Affirm closed down 21% at $58.68, a huge reversal from its performance earlier in the day, after the company accidentally tweeted some key quarterly results early. At one point, shares were up more than 12% at nearly $84.
The company later deleted the tweet, which disclosed a 77% quarterly revenue jump and a big increase in transaction volume. “Another great quarter is in the books,” it said. Affirm said the cause was “human error.”
Investors initially cheered the abbreviated results, which seemed to punctuate Affirm’s breakout year. The company went public in January 2021, its shares nearly doubling in their trading debut. Deals with Shopify Inc. and Amazon.com Inc. quickly established Affirm as the buy-now-pay-later provider of choice for big merchants.
Investors were less impressed after they saw the full report, sending the shares down as much as 33% in afternoon trading. The company reported a wider loss in the latest quarter, and analysts raised concerns about the company’s profit margins and financial guidance.

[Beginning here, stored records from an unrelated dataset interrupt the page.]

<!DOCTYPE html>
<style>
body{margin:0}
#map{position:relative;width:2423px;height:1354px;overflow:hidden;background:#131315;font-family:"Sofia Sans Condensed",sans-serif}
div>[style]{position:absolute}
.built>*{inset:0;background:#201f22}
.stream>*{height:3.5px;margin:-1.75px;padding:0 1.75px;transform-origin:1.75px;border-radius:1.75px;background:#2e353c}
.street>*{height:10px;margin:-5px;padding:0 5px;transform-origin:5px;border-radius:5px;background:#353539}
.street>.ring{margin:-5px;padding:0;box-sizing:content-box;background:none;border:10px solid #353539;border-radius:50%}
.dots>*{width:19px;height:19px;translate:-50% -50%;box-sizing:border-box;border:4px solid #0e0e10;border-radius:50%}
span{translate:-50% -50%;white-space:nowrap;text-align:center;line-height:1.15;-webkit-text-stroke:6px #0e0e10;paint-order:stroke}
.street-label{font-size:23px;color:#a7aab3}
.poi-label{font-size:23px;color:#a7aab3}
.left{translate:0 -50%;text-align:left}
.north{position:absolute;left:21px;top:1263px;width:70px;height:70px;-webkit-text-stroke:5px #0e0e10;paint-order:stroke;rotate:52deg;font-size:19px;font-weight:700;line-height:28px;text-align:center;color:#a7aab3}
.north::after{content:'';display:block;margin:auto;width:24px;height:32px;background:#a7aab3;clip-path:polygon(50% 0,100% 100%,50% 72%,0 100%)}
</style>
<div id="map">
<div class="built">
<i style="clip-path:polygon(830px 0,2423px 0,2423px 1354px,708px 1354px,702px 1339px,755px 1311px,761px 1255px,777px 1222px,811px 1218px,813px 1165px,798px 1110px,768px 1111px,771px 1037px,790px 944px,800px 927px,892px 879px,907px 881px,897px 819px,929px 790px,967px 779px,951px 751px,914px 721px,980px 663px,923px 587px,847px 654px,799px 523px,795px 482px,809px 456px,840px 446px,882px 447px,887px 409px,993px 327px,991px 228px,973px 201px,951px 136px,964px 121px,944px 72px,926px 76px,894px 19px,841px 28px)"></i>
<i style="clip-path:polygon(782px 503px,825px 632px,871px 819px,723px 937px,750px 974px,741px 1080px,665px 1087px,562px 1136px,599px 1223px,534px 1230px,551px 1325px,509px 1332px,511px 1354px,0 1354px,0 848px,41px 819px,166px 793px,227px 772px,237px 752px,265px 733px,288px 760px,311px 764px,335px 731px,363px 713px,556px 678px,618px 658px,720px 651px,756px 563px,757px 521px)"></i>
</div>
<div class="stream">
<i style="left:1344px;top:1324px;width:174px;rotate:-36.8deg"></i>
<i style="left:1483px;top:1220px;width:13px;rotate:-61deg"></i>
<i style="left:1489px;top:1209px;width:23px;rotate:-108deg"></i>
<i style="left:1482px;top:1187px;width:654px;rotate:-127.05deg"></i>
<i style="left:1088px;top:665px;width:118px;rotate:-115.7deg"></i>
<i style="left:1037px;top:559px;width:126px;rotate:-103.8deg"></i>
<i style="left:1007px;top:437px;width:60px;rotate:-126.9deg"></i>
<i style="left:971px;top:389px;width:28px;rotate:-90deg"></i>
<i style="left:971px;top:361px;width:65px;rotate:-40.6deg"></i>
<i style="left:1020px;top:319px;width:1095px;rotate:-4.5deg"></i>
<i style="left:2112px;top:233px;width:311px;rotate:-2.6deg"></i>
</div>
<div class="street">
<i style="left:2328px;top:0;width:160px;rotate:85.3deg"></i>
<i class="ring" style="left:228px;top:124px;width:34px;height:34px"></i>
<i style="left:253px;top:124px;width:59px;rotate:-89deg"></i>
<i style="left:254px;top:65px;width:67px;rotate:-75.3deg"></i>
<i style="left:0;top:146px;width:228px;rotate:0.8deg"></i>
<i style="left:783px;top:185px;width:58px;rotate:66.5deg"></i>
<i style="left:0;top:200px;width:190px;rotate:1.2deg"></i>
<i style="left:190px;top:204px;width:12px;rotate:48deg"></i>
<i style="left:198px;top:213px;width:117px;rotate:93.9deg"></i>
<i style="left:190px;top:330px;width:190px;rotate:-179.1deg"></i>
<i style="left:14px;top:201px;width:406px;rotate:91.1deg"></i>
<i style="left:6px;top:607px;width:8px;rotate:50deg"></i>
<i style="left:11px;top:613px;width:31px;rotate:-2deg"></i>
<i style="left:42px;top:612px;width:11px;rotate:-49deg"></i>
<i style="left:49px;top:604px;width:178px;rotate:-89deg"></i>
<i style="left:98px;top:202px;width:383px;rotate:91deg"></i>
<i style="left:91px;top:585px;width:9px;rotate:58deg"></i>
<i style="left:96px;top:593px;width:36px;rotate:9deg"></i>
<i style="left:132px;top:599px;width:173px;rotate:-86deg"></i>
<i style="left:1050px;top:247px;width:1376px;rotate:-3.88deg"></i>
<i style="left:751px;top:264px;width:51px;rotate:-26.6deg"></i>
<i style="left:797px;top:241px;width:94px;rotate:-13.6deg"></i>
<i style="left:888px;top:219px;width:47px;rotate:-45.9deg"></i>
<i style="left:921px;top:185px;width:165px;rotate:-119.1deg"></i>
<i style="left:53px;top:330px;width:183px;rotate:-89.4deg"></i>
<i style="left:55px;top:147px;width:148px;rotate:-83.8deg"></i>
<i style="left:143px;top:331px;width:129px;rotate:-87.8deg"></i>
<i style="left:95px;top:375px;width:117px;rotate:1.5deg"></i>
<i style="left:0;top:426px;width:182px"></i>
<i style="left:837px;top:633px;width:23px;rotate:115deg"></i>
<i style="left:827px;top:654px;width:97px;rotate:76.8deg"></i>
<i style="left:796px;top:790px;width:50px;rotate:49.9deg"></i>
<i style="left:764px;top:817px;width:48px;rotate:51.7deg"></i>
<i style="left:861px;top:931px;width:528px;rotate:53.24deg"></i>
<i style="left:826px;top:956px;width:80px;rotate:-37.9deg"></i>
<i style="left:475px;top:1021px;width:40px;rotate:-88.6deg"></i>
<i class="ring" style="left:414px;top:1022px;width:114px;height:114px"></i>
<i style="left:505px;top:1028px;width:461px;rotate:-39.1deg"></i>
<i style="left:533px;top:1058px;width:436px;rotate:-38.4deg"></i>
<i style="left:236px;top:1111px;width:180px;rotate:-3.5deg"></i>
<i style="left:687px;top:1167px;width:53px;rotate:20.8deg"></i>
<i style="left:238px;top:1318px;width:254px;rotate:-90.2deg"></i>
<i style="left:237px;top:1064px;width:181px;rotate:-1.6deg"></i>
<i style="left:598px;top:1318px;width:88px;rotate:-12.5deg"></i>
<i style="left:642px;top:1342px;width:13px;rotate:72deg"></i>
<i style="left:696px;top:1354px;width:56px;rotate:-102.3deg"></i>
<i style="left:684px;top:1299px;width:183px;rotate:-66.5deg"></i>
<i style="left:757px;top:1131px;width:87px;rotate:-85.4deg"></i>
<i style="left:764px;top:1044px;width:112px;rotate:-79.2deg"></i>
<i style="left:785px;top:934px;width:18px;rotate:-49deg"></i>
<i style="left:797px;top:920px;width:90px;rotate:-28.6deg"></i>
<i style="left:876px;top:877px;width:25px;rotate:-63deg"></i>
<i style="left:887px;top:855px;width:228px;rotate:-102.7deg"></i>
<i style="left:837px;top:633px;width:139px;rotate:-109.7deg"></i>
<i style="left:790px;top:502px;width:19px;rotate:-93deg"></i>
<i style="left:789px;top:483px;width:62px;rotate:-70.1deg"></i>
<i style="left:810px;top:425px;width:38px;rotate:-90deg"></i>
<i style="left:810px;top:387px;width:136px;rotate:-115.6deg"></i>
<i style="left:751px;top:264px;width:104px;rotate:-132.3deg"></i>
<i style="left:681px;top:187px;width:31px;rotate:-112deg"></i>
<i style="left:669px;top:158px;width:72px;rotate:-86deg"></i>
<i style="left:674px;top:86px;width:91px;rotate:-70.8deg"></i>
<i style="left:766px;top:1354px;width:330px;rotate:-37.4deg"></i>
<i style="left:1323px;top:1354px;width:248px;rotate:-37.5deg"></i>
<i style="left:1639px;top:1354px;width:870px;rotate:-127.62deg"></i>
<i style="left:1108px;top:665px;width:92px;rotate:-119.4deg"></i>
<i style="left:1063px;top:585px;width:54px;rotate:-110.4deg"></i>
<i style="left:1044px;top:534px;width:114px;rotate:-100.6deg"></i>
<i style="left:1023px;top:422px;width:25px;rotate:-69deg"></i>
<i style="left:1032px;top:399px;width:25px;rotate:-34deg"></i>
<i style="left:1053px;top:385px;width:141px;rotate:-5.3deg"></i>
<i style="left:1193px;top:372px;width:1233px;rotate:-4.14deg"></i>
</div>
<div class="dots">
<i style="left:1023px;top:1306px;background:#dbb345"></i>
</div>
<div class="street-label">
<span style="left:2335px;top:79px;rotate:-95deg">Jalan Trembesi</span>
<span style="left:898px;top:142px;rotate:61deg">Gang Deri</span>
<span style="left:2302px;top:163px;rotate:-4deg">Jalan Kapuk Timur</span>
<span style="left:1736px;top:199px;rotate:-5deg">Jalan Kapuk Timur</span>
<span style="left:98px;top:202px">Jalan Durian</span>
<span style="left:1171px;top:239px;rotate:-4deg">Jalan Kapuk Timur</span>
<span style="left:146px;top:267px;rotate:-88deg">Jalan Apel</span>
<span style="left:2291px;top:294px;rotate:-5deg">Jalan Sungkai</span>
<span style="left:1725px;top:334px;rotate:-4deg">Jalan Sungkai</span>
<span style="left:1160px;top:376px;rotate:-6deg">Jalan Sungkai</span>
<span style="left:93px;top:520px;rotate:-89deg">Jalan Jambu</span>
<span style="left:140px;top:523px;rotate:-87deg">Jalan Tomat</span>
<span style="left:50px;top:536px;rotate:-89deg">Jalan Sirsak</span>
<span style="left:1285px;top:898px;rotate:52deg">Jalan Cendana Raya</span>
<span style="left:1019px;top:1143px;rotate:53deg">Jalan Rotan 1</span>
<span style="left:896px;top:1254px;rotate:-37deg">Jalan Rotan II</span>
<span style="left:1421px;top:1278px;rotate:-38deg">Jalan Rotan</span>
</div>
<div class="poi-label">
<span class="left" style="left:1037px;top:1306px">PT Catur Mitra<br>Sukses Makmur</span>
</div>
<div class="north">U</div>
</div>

Still, revenue rose sharply to $361 million in the company’s second quarter from $204 million a year earlier. Analysts polled by FactSet were expecting revenue of $329 million.
Its gross merchandise volume for the quarter was $4.5 billion, up 115% from a year earlier. Meanwhile, active consumers more than doubled to 11.2 million, and the number of active merchants accepting Affirm rose to 168,000, 21 times more than a year earlier.
“We really hit it out of the park by any objective metric,” Chief Executive Max Levchin said in an interview.
Mr. Levchin said he was more focused on how Affirm performs over decades, not how its stock performs over the course of one day.
“I do think we had a pretty amazing quarter,” Mr. Levchin added. “We’ll see what the market will do when they hear the full story after the earnings call.”
Total operating expenses were $557.2 million, compared with $230.8 million a year earlier.
Affirm attributed the higher expenses to an increase in stock-based compensation following its IPO and expenses related to a recent acquisition. Its sales and marketing spending also increased, as did its provision for credit losses.
Net loss for the quarter was $159.7 million, compared with a loss of $26.6 million a year earlier. The loss per share was 57 cents, widening from 38 cents a year earlier. Analysts had expected a loss of 32 cents a share.
For the current quarter, the company projected revenue of $325 million to $335 million. Analysts are expecting revenue of $335 million.